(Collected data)
..............................
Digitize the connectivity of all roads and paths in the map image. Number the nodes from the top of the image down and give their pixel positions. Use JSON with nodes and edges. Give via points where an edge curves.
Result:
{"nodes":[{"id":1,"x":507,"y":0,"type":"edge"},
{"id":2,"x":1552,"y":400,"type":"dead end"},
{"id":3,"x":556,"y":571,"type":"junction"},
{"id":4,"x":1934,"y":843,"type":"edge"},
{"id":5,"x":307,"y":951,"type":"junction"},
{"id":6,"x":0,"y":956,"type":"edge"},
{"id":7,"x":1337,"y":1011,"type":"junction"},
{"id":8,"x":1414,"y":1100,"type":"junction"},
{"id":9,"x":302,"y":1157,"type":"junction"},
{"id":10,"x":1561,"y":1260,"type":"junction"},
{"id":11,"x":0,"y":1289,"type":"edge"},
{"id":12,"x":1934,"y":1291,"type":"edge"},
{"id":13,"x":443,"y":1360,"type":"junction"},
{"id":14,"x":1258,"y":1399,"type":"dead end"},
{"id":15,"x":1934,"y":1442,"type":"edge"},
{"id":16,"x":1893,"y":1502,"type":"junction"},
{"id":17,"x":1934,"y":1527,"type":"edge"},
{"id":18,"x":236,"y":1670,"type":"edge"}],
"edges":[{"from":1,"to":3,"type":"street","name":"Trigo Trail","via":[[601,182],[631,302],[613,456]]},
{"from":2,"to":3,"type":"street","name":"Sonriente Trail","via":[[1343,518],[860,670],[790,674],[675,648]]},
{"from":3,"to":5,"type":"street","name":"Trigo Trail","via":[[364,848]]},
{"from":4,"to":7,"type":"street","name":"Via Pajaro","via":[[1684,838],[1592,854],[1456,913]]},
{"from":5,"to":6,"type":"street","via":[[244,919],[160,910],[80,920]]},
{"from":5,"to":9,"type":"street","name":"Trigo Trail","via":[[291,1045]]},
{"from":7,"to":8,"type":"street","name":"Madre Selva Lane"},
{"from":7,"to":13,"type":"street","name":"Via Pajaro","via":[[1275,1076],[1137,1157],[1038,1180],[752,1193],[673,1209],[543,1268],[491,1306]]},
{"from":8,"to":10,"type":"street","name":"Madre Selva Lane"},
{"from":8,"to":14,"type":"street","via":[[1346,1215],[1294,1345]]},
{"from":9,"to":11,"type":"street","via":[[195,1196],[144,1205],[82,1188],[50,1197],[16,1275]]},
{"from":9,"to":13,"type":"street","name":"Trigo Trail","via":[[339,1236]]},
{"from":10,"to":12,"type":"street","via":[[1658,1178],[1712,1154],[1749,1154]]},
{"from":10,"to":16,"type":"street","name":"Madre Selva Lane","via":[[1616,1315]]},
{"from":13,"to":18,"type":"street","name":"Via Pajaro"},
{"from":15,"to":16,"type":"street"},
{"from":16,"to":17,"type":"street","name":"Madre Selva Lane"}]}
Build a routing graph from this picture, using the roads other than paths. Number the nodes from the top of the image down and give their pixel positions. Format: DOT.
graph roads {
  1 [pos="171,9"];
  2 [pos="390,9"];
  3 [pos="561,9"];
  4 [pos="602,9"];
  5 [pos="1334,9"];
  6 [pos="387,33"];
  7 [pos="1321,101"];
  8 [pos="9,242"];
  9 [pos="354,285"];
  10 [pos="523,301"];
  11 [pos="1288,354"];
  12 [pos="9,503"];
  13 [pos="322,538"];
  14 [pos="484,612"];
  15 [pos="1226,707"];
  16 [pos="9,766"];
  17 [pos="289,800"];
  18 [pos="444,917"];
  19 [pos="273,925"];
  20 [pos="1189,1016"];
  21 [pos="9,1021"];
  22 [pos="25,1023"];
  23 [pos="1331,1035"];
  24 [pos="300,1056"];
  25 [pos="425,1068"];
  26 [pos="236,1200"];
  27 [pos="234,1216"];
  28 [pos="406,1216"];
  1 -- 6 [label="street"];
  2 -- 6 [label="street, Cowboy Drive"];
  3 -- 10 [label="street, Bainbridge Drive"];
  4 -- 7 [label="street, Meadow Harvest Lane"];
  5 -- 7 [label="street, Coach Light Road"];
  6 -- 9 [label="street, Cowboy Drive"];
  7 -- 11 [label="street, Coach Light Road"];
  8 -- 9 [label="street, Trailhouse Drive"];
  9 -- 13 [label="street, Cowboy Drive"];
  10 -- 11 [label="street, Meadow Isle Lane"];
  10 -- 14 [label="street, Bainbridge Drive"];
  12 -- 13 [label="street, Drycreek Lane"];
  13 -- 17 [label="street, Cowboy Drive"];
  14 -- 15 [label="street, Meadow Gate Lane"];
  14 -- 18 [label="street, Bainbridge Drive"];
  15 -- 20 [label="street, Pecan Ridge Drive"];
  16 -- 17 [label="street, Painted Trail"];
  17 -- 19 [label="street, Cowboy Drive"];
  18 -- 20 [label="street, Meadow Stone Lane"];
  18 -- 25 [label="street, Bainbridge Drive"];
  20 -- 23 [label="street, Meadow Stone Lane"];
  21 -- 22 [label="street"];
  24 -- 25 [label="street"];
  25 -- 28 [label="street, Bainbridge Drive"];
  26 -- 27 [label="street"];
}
..............................
## What you will do:
Give every entry once more, exactly as it reads.

## Task result:
Digitize the connectivity of all roads and paths in the map image. Number the nodes from the top of the image down and give their pixel positions. Use JSON with nodes and edges. Give via points where an edge curves.
Result:
{"nodes":[{"id":1,"x":507,"y":0,"type":"edge"},
{"id":2,"x":1552,"y":400,"type":"dead end"},
{"id":3,"x":556,"y":571,"type":"junction"},
{"id":4,"x":1934,"y":843,"type":"edge"},
{"id":5,"x":307,"y":951,"type":"junction"},
{"id":6,"x":0,"y":956,"type":"edge"},
{"id":7,"x":1337,"y":1011,"type":"junction"},
{"id":8,"x":1414,"y":1100,"type":"junction"},
{"id":9,"x":302,"y":1157,"type":"junction"},
{"id":10,"x":1561,"y":1260,"type":"junction"},
{"id":11,"x":0,"y":1289,"type":"edge"},
{"id":12,"x":1934,"y":1291,"type":"edge"},
{"id":13,"x":443,"y":1360,"type":"junction"},
{"id":14,"x":1258,"y":1399,"type":"dead end"},
{"id":15,"x":1934,"y":1442,"type":"edge"},
{"id":16,"x":1893,"y":1502,"type":"junction"},
{"id":17,"x":1934,"y":1527,"type":"edge"},
{"id":18,"x":236,"y":1670,"type":"edge"}],
"edges":[{"from":1,"to":3,"type":"street","name":"Trigo Trail","via":[[601,182],[631,302],[613,456]]},
{"from":2,"to":3,"type":"street","name":"Sonriente Trail","via":[[1343,518],[860,670],[790,674],[675,648]]},
{"from":3,"to":5,"type":"street","name":"Trigo Trail","via":[[364,848]]},
{"from":4,"to":7,"type":"street","name":"Via Pajaro","via":[[1684,838],[1592,854],[1456,913]]},
{"from":5,"to":6,"type":"street","via":[[244,919],[160,910],[80,920]]},
{"from":5,"to":9,"type":"street","name":"Trigo Trail","via":[[291,1045]]},
{"from":7,"to":8,"type":"street","name":"Madre Selva Lane"},
{"from":7,"to":13,"type":"street","name":"Via Pajaro","via":[[1275,1076],[1137,1157],[1038,1180],[752,1193],[673,1209],[543,1268],[491,1306]]},
{"from":8,"to":10,"type":"street","name":"Madre Selva Lane"},
{"from":8,"to":14,"type":"street","via":[[1346,1215],[1294,1345]]},
{"from":9,"to":11,"type":"street","via":[[195,1196],[144,1205],[82,1188],[50,1197],[16,1275]]},
{"from":9,"to":13,"type":"street","name":"Trigo Trail","via":[[339,1236]]},
{"from":10,"to":12,"type":"street","via":[[1658,1178],[1712,1154],[1749,1154]]},
{"from":10,"to":16,"type":"street","name":"Madre Selva Lane","via":[[1616,1315]]},
{"from":13,"to":18,"type":"street","name":"Via Pajaro"},
{"from":15,"to":16,"type":"street"},
{"from":16,"to":17,"type":"street","name":"Madre Selva Lane"}]}
Build a routing graph from this picture, using the roads other than paths. Number the nodes from the top of the image down and give their pixel positions. Format: DOT.
graph roads {
  1 [pos="171,9"];
  2 [pos="390,9"];
  3 [pos="561,9"];
  4 [pos="602,9"];
  5 [pos="1334,9"];
  6 [pos="387,33"];
  7 [pos="1321,101"];
  8 [pos="9,242"];
  9 [pos="354,285"];
  10 [pos="523,301"];
  11 [pos="1288,354"];
  12 [pos="9,503"];
  13 [pos="322,538"];
  14 [pos="484,612"];
  15 [pos="1226,707"];
  16 [pos="9,766"];
  17 [pos="289,800"];
  18 [pos="444,917"];
  19 [pos="273,925"];
  20 [pos="1189,1016"];
  21 [pos="9,1021"];
  22 [pos="25,1023"];
  23 [pos="1331,1035"];
  24 [pos="300,1056"];
  25 [pos="425,1068"];
  26 [pos="236,1200"];
  27 [pos="234,1216"];
  28 [pos="406,1216"];
  1 -- 6 [label="street"];
  2 -- 6 [label="street, Cowboy Drive"];
  3 -- 10 [label="street, Bainbridge Drive"];
  4 -- 7 [label="street, Meadow Harvest Lane"];
  5 -- 7 [label="street, Coach Light Road"];
  6 -- 9 [label="street, Cowboy Drive"];
  7 -- 11 [label="street, Coach Light Road"];
  8 -- 9 [label="street, Trailhouse Drive"];
  9 -- 13 [label="street, Cowboy Drive"];
  10 -- 11 [label="street, Meadow Isle Lane"];
  10 -- 14 [label="street, Bainbridge Drive"];
  12 -- 13 [label="street, Drycreek Lane"];
  13 -- 17 [label="street, Cowboy Drive"];
  14 -- 15 [label="street, Meadow Gate Lane"];
  14 -- 18 [label="street, Bainbridge Drive"];
  15 -- 20 [label="street, Pecan Ridge Drive"];
  16 -- 17 [label="street, Painted Trail"];
  17 -- 19 [label="street, Cowboy Drive"];
  18 -- 20 [label="street, Meadow Stone Lane"];
  18 -- 25 [label="street, Bainbridge Drive"];
  20 -- 23 [label="street, Meadow Stone Lane"];
  21 -- 22 [label="street"];
  24 -- 25 [label="street"];
  25 -- 28 [label="street, Bainbridge Drive"];
  26 -- 27 [label="street"];
}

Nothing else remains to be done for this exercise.